▶ **YOUR ASSIGNMENT**
Some lines in the listing hold the word "than". Return each of them.

▶ **RAW DATA**
______________________________
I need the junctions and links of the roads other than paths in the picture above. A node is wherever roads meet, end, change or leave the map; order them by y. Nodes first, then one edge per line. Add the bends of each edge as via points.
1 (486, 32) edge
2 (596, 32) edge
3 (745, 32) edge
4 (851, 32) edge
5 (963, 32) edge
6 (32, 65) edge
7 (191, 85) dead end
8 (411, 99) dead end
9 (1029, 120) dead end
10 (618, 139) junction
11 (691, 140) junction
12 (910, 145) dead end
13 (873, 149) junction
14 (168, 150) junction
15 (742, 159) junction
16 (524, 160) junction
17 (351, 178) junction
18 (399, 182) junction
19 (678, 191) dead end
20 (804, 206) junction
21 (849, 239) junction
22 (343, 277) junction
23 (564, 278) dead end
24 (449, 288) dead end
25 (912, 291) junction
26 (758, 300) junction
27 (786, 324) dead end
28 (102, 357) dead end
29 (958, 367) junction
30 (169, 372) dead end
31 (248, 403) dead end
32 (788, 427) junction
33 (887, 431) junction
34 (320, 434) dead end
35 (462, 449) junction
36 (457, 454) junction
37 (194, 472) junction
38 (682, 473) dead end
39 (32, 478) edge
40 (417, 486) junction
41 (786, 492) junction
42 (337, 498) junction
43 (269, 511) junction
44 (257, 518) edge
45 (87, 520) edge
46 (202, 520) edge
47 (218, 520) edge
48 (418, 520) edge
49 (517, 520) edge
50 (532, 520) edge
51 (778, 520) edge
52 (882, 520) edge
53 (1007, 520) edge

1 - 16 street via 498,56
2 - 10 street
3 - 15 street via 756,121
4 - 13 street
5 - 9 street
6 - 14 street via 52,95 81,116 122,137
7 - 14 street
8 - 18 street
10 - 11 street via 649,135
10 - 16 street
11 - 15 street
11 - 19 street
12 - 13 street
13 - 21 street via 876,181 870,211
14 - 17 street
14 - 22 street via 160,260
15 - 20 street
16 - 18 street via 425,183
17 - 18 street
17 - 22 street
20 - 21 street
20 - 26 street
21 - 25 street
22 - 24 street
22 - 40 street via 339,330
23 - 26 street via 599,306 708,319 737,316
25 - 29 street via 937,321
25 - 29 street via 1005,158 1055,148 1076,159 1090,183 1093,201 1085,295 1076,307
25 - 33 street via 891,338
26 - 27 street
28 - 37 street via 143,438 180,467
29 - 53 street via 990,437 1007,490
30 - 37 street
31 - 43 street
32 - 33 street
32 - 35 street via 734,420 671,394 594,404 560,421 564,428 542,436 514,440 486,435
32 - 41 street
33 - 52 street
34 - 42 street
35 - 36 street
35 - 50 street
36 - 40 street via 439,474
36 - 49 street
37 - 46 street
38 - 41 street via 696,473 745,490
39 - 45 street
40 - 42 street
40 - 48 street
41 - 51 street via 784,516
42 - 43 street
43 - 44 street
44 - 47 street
______________________________
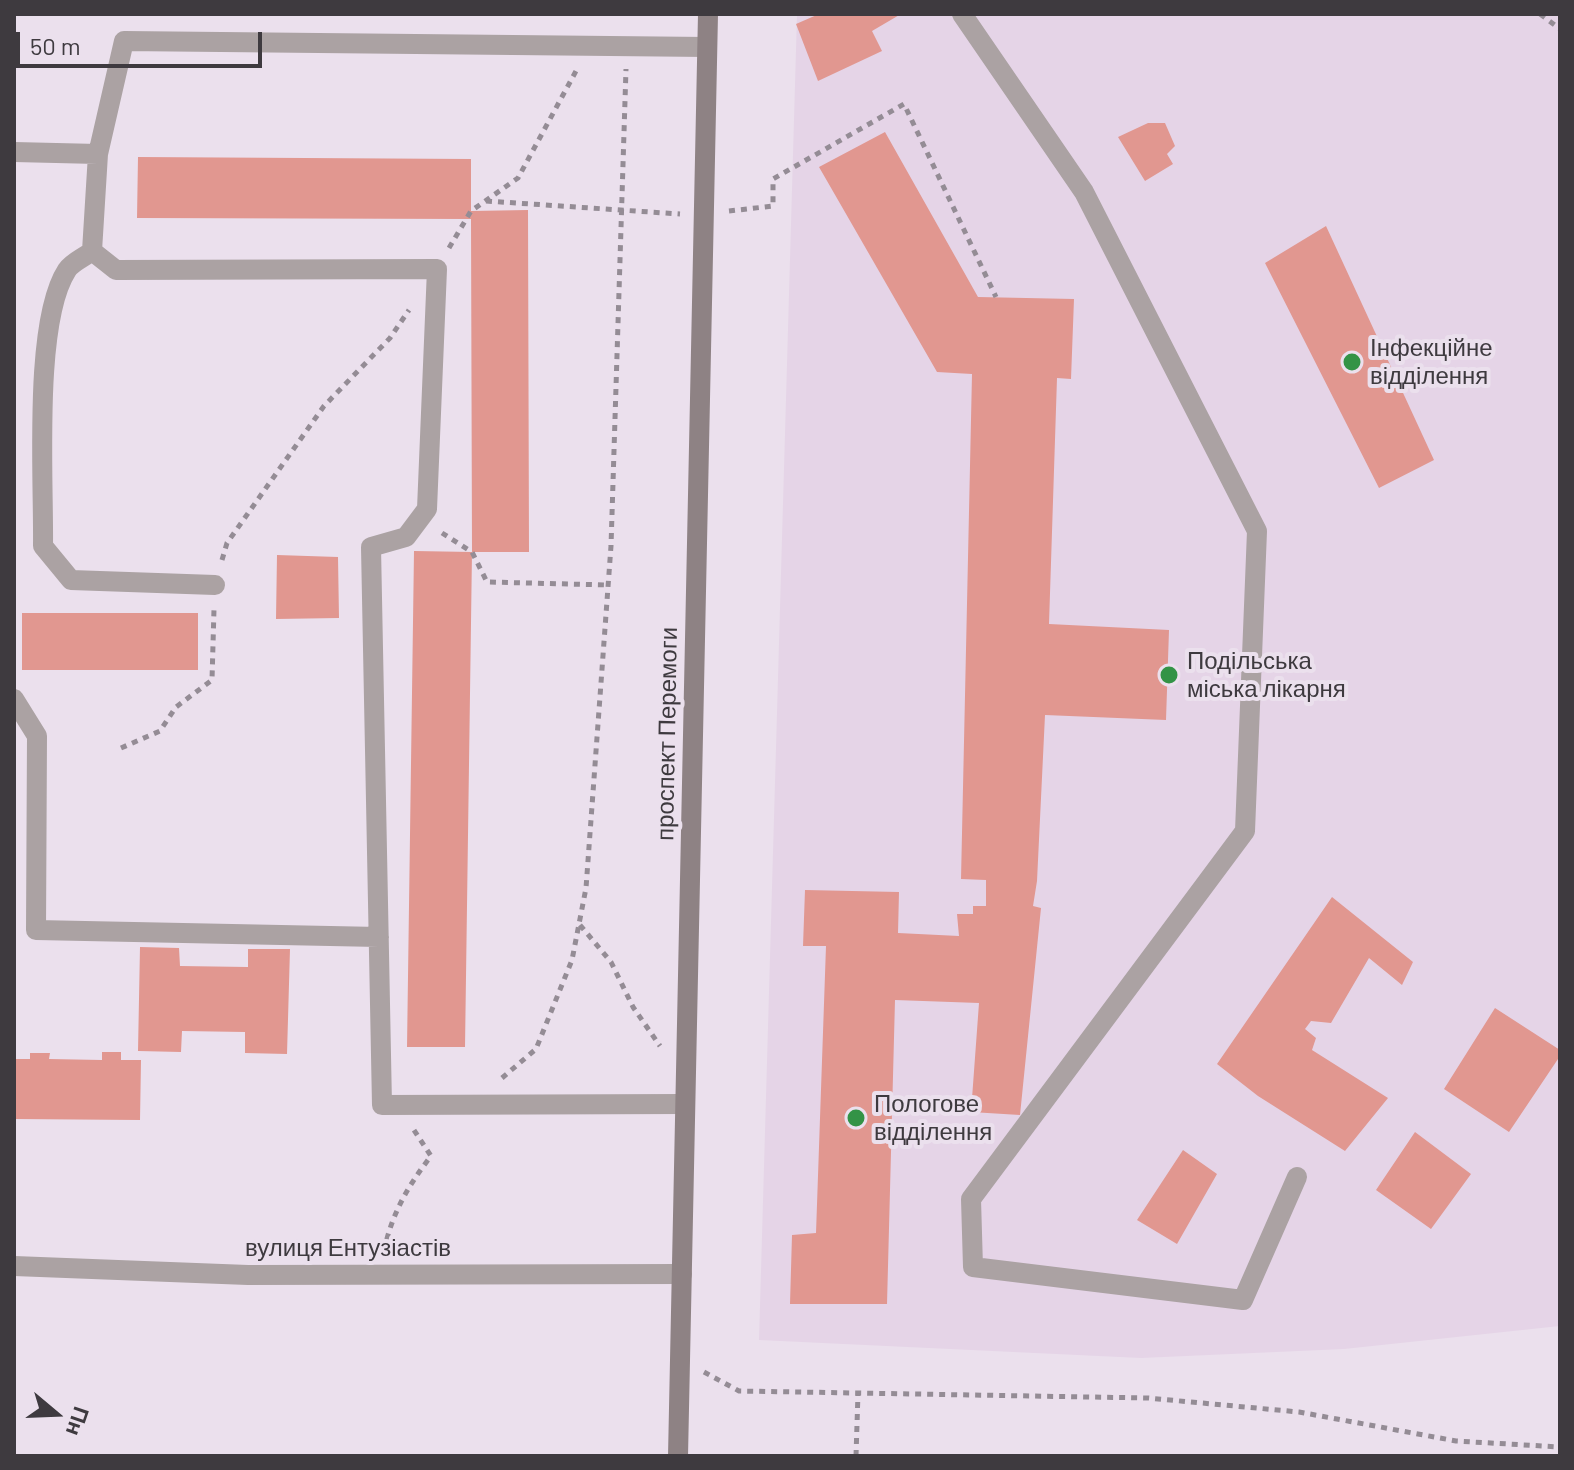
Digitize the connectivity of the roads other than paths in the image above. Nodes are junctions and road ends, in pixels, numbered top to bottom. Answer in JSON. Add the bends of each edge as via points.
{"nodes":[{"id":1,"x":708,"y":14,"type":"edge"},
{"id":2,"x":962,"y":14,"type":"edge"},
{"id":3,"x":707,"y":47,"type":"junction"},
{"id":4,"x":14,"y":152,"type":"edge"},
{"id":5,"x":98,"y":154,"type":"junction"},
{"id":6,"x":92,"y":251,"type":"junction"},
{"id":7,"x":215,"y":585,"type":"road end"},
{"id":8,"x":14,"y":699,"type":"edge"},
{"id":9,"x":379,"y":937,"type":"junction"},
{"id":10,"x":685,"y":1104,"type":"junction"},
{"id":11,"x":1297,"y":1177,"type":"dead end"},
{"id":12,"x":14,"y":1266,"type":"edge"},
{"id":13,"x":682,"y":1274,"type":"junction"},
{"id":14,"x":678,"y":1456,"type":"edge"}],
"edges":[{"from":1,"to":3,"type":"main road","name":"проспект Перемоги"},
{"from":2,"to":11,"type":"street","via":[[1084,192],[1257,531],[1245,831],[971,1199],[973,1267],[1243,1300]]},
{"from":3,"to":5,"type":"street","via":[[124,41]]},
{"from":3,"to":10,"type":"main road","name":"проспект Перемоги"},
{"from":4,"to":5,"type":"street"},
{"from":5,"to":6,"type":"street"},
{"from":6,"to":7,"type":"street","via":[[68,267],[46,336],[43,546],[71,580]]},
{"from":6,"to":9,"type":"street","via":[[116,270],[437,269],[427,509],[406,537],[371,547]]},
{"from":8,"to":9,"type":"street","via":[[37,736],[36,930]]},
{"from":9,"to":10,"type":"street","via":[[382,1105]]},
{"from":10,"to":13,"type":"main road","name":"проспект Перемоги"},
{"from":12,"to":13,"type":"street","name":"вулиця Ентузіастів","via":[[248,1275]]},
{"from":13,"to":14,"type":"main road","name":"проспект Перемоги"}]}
______________________________
▶ **EXERCISE RESPONSE**
I need the junctions and links of the roads other than paths in the picture above. A node is wherever roads meet, end, change or leave the map; order them by y. Nodes first, then one edge per line. Add the bends of each edge as via points.
Digitize the connectivity of the roads other than paths in the image above. Nodes are junctions and road ends, in pixels, numbered top to bottom. Answer in JSON. Add the bends of each edge as via points.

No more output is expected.